Alejandra no paraba de llorar. Estaba en brazos de una mujer que no era su madre y había sufrido un gran estruendo a su alrededor. Al final, consiguió asir con sus pequeños dedos un dedo de la mujer que ejercía de madre. La niña se calmó.
Más adelante, junto a la carretera, había un coche volcado. La madre de Alejandra yacía muerta a unos metros del vehículo. Su padre, atrapado por el volante, no podía respirar. Los helicópteros y las ambulancias llegaron más tarde: nada pudieron hacer por aquellos padres. Era media mañana y una familia conducía tranquila por la carretera. Unos jóvenes, en sentido contrario, venían de una fiesta El desastre les salió al encuentro.
La impotencia y el llanto se abatieron sobre todos los testigos del accidente. ¡Las malditas casualidades de la vida!
¿Habrá que endurecer las leyes y multiplicar los controles? Tal vez.
Pero yo creo que no es suficiente. Yo creo que esta sociedad tiene que hacer un examen crítico y profundo de las opciones de vida que va tomando y sus consecuencias. Hemos construido un sistema que nos invita a todas horas al exceso y la irresponsabilidad; después, nos lamentamos por sus consecuencias.
Queremos sembrar vientos y no cosechar tempestades. Queremos vivir en la cizaña y recoger cosecha abundante de trigo. Por mucho que la ciencia avance y las leyes se endurezcan, nada podrá suplir nuestra libertad, no podremos separar los actos humanos de sus consecuencias.
Creo que vivimos en una sociedad radicalmente hipócrita, que no quiere ver lo evidente ni quiere asumir las leyes de lo real.
Damos por supuesto que todos, también los adolescentes, somos lo suficientemente maduros para decidir por nosotros mismos y para controlar la vorágine de estímulos con los que la sociedad del consumo nos bombardea a cada instante. Pero no es cierto. Es imposible educar una libertad que se haga cargo de tantos y tantos reclamos. Los estímulos van muy por delante de nuestra capacidad de discernimiento.

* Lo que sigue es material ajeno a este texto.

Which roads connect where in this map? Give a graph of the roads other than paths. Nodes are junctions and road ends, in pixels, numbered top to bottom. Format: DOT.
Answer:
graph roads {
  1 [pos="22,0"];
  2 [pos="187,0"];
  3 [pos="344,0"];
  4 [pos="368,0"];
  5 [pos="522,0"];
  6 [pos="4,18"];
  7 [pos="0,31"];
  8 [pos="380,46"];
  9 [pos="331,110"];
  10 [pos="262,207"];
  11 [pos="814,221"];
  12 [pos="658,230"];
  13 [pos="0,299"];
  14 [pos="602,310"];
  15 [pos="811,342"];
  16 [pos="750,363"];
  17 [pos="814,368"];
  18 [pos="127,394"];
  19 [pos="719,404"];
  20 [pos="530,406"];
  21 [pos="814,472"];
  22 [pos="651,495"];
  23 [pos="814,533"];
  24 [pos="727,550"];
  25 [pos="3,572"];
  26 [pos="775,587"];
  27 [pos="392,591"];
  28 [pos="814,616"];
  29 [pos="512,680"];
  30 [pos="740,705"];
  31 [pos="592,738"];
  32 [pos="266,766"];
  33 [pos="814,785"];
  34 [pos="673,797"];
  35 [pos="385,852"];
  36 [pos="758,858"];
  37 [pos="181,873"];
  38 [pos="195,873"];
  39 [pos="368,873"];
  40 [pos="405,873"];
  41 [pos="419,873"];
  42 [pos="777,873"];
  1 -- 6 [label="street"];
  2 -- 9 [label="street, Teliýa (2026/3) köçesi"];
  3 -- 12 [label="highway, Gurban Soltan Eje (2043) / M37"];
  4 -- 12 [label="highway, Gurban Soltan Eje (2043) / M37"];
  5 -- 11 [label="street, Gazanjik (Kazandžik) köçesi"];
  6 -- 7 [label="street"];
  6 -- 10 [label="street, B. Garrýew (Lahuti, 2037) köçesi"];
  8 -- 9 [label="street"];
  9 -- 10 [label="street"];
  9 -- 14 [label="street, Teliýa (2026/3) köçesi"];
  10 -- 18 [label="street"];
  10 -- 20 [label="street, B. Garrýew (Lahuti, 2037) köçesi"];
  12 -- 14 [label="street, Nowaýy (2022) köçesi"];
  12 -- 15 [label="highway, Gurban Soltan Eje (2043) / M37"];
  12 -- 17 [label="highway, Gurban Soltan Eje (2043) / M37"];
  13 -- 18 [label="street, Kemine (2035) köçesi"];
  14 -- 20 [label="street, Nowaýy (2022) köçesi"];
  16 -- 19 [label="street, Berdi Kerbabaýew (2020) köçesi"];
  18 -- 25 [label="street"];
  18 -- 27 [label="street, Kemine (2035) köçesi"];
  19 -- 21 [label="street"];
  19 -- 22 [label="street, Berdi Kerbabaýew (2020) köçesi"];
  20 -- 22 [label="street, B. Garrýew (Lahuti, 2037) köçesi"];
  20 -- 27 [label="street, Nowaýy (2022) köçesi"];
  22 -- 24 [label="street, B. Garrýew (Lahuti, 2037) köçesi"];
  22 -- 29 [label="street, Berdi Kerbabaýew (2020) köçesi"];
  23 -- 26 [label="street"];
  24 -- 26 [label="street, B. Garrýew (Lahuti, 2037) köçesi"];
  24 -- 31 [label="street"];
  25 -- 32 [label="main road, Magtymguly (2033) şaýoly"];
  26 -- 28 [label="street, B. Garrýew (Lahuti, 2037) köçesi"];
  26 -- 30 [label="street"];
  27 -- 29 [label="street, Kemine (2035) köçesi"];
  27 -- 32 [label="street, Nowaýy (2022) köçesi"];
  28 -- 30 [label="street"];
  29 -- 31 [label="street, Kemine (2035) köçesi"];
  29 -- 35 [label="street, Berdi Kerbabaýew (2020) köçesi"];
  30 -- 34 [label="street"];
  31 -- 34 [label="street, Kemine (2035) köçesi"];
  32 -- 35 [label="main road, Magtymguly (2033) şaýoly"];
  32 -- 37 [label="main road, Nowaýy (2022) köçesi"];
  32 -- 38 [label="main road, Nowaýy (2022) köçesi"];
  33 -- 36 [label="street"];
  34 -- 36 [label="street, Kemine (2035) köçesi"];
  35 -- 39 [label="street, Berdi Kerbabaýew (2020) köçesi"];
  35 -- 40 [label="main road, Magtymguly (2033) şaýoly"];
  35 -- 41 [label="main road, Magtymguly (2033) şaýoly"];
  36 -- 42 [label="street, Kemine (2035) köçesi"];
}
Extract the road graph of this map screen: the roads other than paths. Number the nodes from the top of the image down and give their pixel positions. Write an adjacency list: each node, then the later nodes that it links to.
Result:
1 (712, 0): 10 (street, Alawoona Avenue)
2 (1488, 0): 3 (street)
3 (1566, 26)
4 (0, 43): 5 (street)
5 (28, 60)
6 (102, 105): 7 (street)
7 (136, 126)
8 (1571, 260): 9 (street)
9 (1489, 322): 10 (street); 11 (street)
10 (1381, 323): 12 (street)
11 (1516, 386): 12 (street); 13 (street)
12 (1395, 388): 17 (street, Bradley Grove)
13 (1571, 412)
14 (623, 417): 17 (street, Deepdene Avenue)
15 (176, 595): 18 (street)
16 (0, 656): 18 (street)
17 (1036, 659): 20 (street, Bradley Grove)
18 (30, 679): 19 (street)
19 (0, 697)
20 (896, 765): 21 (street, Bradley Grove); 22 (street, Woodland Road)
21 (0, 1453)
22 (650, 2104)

En el fondo de todo, hay un interés claro por parte del mercado: el consumo por encima de todo, sin importar las consecuencias. El capitalismo está venciendo como nunca, un tipo de sociedad burguesa que busca la satisfacción egoísta de unos deseos que no acaban.
¡Nos quedamos sin jóvenes! decía una madre hace muchos años ante la muerte de su hijo, junto con otros dos amigos, cuando volvían de una fiesta nocturna.
No podemos ponerle puertas al campo decían nuestros mayores. No podemos abrir las compuertas de una presa y pretender, más tarde, encauzar unas aguas que nos desbordan. No podemos encender un fuego y suponer que seremos capaces de controlarlo para que no haya nada que se queme alrededor.
¿Cuántas muertes hacen falta decía ya Bob Dylan en su famosa canción para que abramos los ojos? ¿Cuánto sufrimiento es necesario para que nos detengamos a discernir nuestros caminos?
No podemos solo atacar las consecuencias: debemos atrevernos a ir a las causas de los males que cada día nos visitan.
¿No habrá otra forma de vivir? ¿No existirán otras sendas para la felicidad? Necesitamos personas que piensen con hondura y hagan propuestas con valentía. Necesitamos jóvenes y mayores que nos muestren otros estilos cuyas consecuencias no sean la muerte y el dolor.
Hoy celebramos la Jornada de responsabilidad en el Tráfico. La responsabilidad no se puede imponer desde las leyes: hace falta algo más. Necesitamos educación profunda y modelos que abran nuevos horizontes.